ALTHOUGH any Bank Holiday is to be enjoyed, the Chief Minister has taken this opportunity to remind the people of Gibraltar that the May Day holiday has a meaning beyond a day off work but there are historic reasons why workers fought for the right to be represented and to receive fair and reasonable treatment.
As Mr. Picardo leads the Gibraltar Socialist Labour Party, it is only appropriate therefore that he should espouse the tenets of that party on what has become an international holiday remembering the rights of workers and his statement is reproduced below in full.

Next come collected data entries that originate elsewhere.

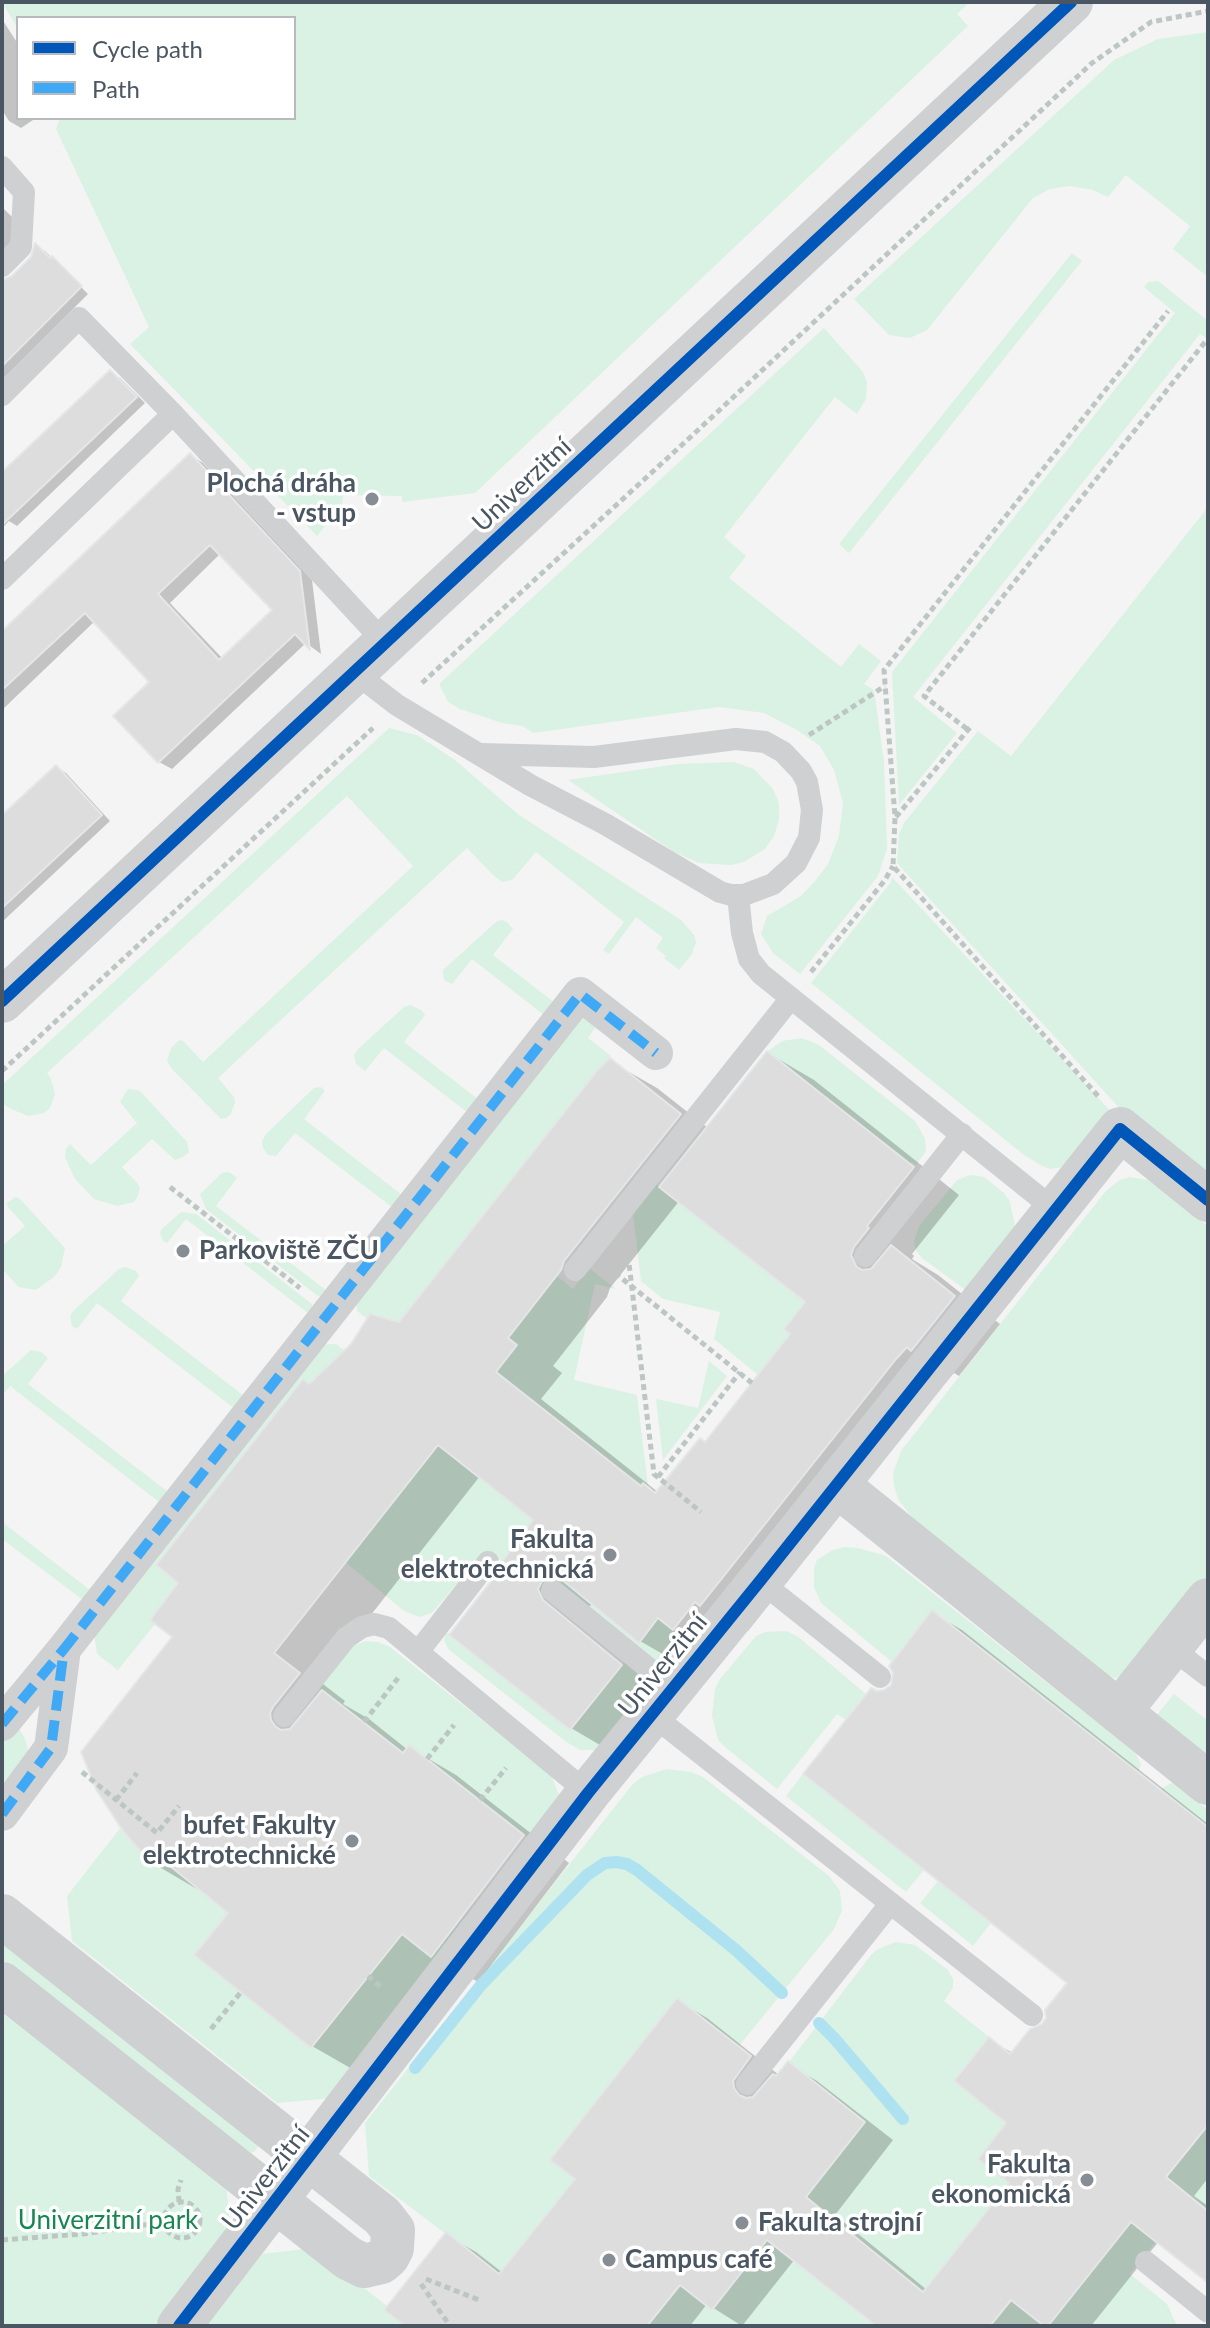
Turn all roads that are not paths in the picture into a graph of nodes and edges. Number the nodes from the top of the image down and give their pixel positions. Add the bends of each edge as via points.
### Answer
1 (1071, 2) edge
2 (2, 167) edge
3 (2, 266) edge
4 (2, 395) edge
5 (173, 414) junction
6 (2, 579) edge
7 (385, 643) junction
8 (354, 672) junction
9 (482, 754) junction
10 (738, 895) junction
11 (791, 998) junction
12 (2, 1001) edge
13 (656, 1053) dead end
14 (962, 1134) junction
15 (1208, 1200) edge
16 (1055, 1210) junction
17 (865, 1256) dead end
18 (575, 1270) dead end
19 (837, 1485) junction
20 (488, 1562) dead end
21 (760, 1581) junction
22 (552, 1590) dead end
23 (1208, 1600) edge
24 (1170, 1647) junction
25 (64, 1649) junction
26 (418, 1652) junction
27 (1208, 1676) edge
28 (880, 1677) dead end
29 (662, 1701) junction
30 (1119, 1712) junction
31 (284, 1716) dead end
32 (2, 1724) edge
33 (1208, 1783) edge
34 (588, 1793) junction
35 (2, 1814) edge
36 (890, 1904) junction
37 (2, 1916) edge
38 (2, 1984) edge
39 (1032, 2015) dead end
40 (747, 2084) dead end
41 (309, 2158) junction
42 (276, 2201) junction
43 (1146, 2262) dead end
44 (1208, 2312) edge
45 (179, 2326) edge

1 - 7 street, Univerzitní
2 - 3 lane via 24,192 21,247
4 - 5 lane via 79,318
5 - 6 lane
5 - 7 lane
7 - 8 street, Univerzitní
8 - 9 lane via 397,705
8 - 12 street, Univerzitní
9 - 10 lane via 720,892
9 - 10 lane via 594,757 736,739 765,742 783,752 807,782 809,838 787,873 757,892
10 - 11 lane via 749,959
11 - 14 lane
11 - 18 lane
13 - 25 street via 580,994
14 - 16 lane
14 - 17 lane
15 - 16 street, Univerzitní via 1120,1129
16 - 19 street, Univerzitní
19 - 21 street, Univerzitní
19 - 30 street
20 - 26 lane
21 - 28 lane
21 - 29 street, Univerzitní
22 - 29 lane
23 - 24 street
24 - 27 lane
24 - 30 street
25 - 32 street
25 - 35 street via 51,1748
26 - 31 lane via 389,1628 362,1627 346,1638
26 - 34 lane
29 - 34 street, Univerzitní
29 - 36 lane
30 - 33 street
34 - 41 street, Univerzitní
36 - 39 lane
36 - 40 lane
37 - 41 street, Univerzitní
38 - 42 street, Univerzitní
41 - 42 street, Univerzitní
41 - 42 street, Univerzitní via 389,2222 394,2239 388,2256 373,2265 355,2263
42 - 45 street, Univerzitní
43 - 44 lane

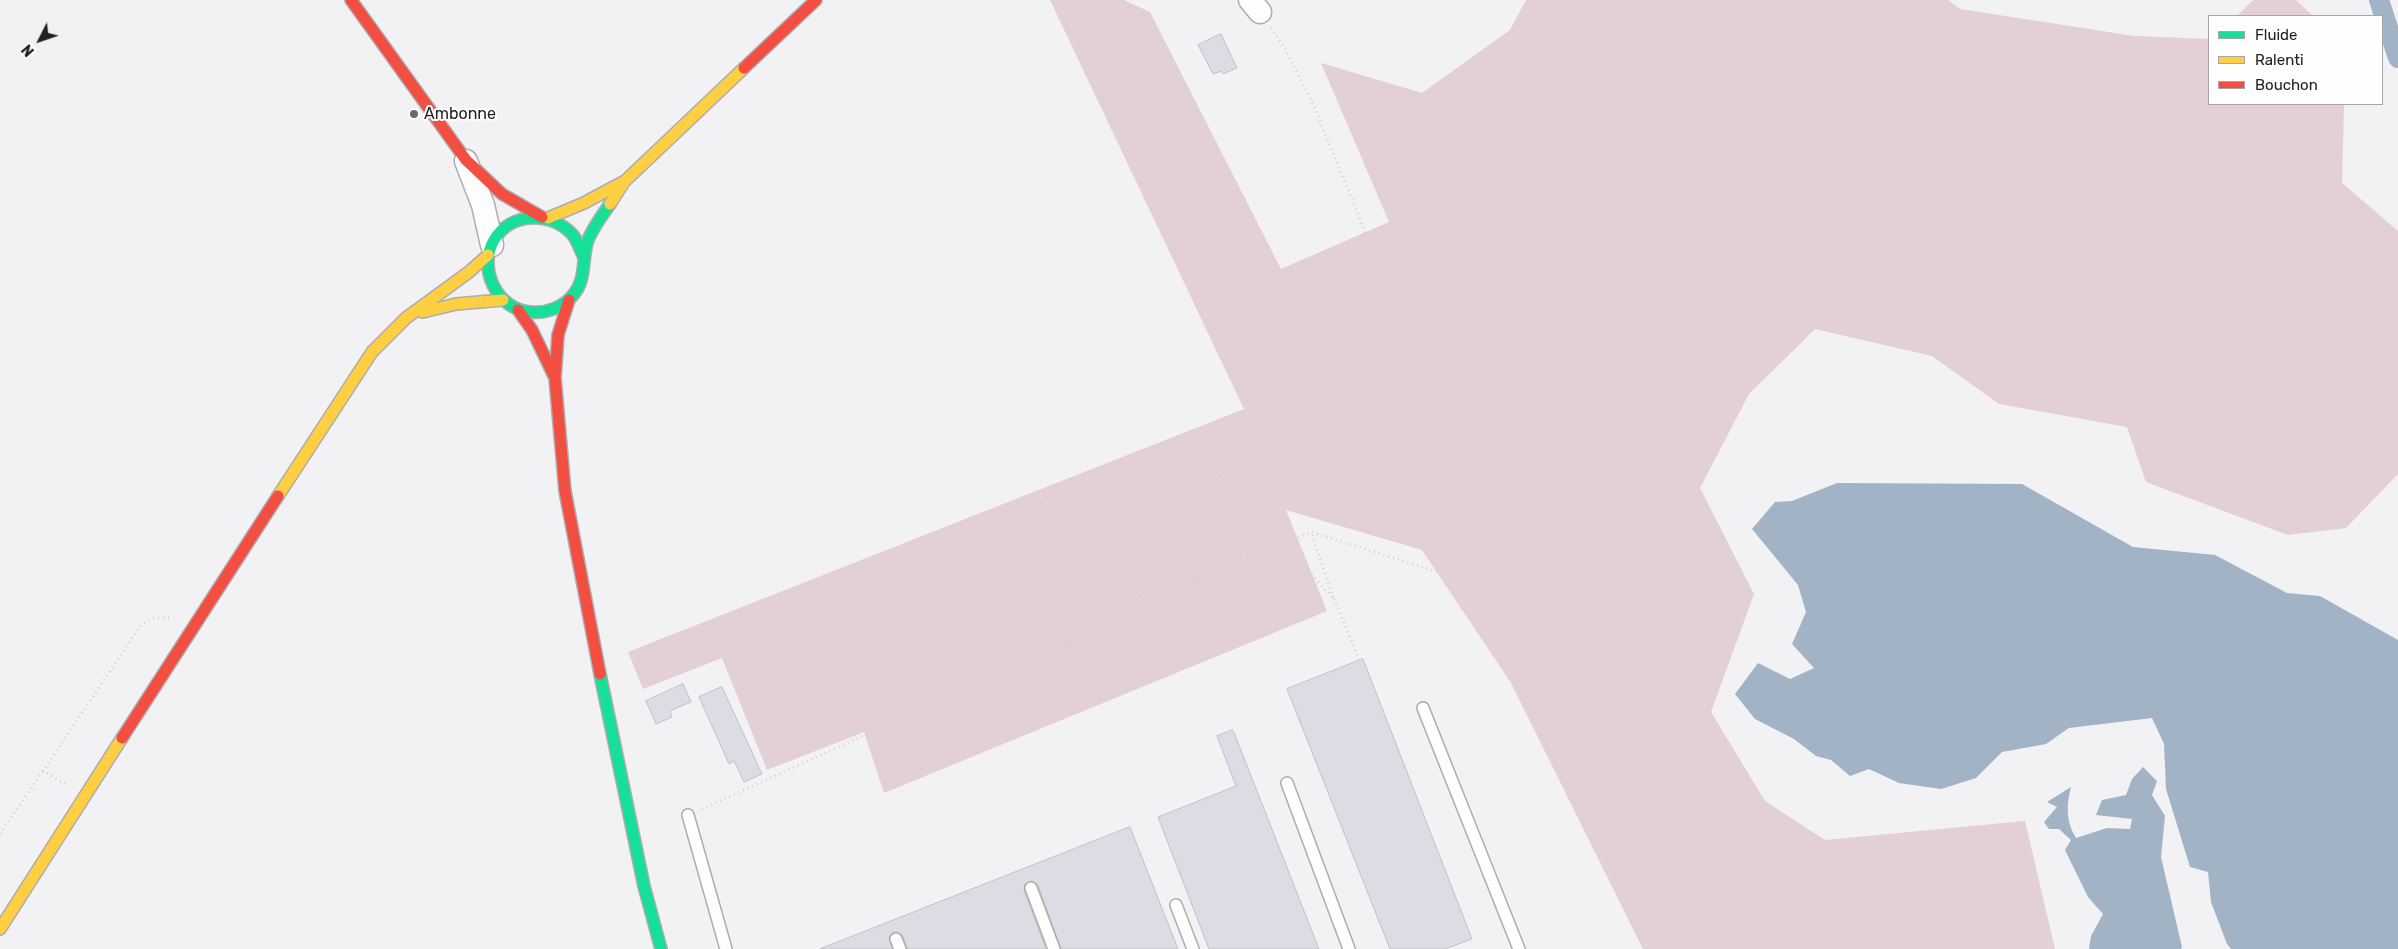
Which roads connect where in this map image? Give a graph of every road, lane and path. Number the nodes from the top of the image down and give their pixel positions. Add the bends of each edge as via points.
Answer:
1 (351, 0) edge
2 (816, 0) edge
3 (1255, 6) edge
4 (466, 160) junction
5 (624, 182) junction
6 (545, 217) junction
7 (490, 250) junction
8 (584, 257) junction
9 (503, 300) junction
10 (570, 300) junction
11 (518, 310) junction
12 (409, 315) junction
13 (554, 378) junction
14 (1311, 532) junction
15 (1283, 545) junction
16 (1244, 562) junction
17 (1198, 583) junction
18 (1514, 596) junction
19 (1334, 598) junction
20 (1150, 605) junction
21 (198, 619) junction
22 (1104, 626) junction
23 (1064, 644) junction
24 (1360, 661) dead end
25 (1004, 672) junction
26 (956, 693) junction
27 (926, 707) junction
28 (1423, 708) dead end
29 (868, 733) junction
30 (43, 770) junction
31 (1287, 783) dead end
32 (84, 797) junction
33 (688, 815) joint
34 (0, 834) edge
35 (1031, 888) dead end
36 (1176, 905) dead end
37 (0, 929) edge
38 (661, 949) edge
39 (726, 949) edge
40 (1054, 949) edge
41 (1193, 949) edge
42 (1349, 949) edge
43 (1519, 949) edge
44 (1689, 949) edge

1 - 4 street
2 - 5 street
3 - 18 path via 1284,47 1313,104
4 - 6 street via 502,194
4 - 7 street via 483,205
5 - 6 street via 584,203
5 - 8 street via 589,237
6 - 7 street via 512,222 497,236
6 - 8 street via 568,228 576,237
7 - 9 street via 489,275
7 - 12 street via 466,277
8 - 10 street via 582,280
9 - 11 street
9 - 12 street via 456,304
10 - 11 street via 545,312
10 - 13 street via 558,335
11 - 13 street via 532,330
12 - 21 street via 364,361
13 - 38 street via 565,491 584,599 644,886
14 - 15 path
14 - 18 path
14 - 19 path
15 - 16 path
15 - 16 path via 1186,440
15 - 19 path
16 - 17 path
16 - 17 path via 1138,461
17 - 20 path
17 - 20 path via 1110,478
18 - 44 path
19 - 24 path
20 - 22 path
20 - 22 path via 1040,501
21 - 30 path via 155,618 141,625
21 - 32 street
22 - 23 path
22 - 23 path via 1136,684
23 - 25 path
23 - 25 path via 1066,710
25 - 26 path
25 - 26 path via 1021,728
26 - 27 path
26 - 27 path via 978,745
27 - 29 path
27 - 29 path via 922,770
28 - 43 lane
29 - 33 path
30 - 32 path
30 - 34 path
31 - 42 lane
32 - 37 street
33 - 39 lane
35 - 40 lane
36 - 41 lane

It should be pointed out however that not all Gibraltarians, especially those involved in retail are in favour of the large number of public holidays that Gibraltar now recognizes as this does mean that their ability to service local needs is reduced unless they are able to persuade staff to work on these many holidays.
This week saw Workers Memorial Day on Thursday April 28 and then May Day on May 2 so many Gibraltarians have taken the opportunity to take a very long weekend, in many cases in Spain.
“The historic reasons for celebrating the 1st of May as Workers Day do not diminish by the passage of time. Each year it is as important as the last to remember what the celebration represents and why all workers’ industry is an essential part of our economic prosperity.
Alongside that must also come the rights of workers to a reasonable length of time at work each day, not open to exploitation and abuse. In Gibraltar we are now privileged to enjoy the Constitutional freedom to associate as we like and with who we like.
That right protects the right to belong to a Trade Union. No-one can be denied that right and it would be a very foolish employer indeed who sought to deny recognition to a modern Trade Union in the work place. But that is not to say that we have got everything right. Even in our generation there are workers who still don’t have the right to an occupational pension in the private sector.
I will take legislation to Parliament shortly, I hope with the support of both employee and employer representative organisations, to fix that anomaly. And some still suffer exploitation even today as some unscrupulous employers (few and far between in Gibraltar though) ignore the law and threaten employees with reprisals if they tell the authorities.
Some are paid less than the minimum wage. Some have deductions made from their wages without their consent or legal authority. 2 Some are not registered so the employer can avoid social insurance payments (so no state pension or health cover is provided to the worker).
So remembering and celebrating the 1st May isn’t a throwback to the seventies, when Trade Unionism might have been more in vogue. It’s not a throwback to more militant days. It’s a way of understanding how the privileges we enjoy today have been accrued through the struggle of generations past.
Because if we don’t remember, we won’t be allowing history to teach us anything. And that would mean that our children’s future might be as bleak as the past our grandfathers broke us free from. So celebrate workers day. But remember it’s about more than a lovely long weekend with the family.
And take a minute to explain to your kids why we are having a party at Casemates on the 1st May. It’s about the memory of those who blazed a trail for us. It’s about workers not being abused. It’s about Grandad and Grandma. And what they went through at work.”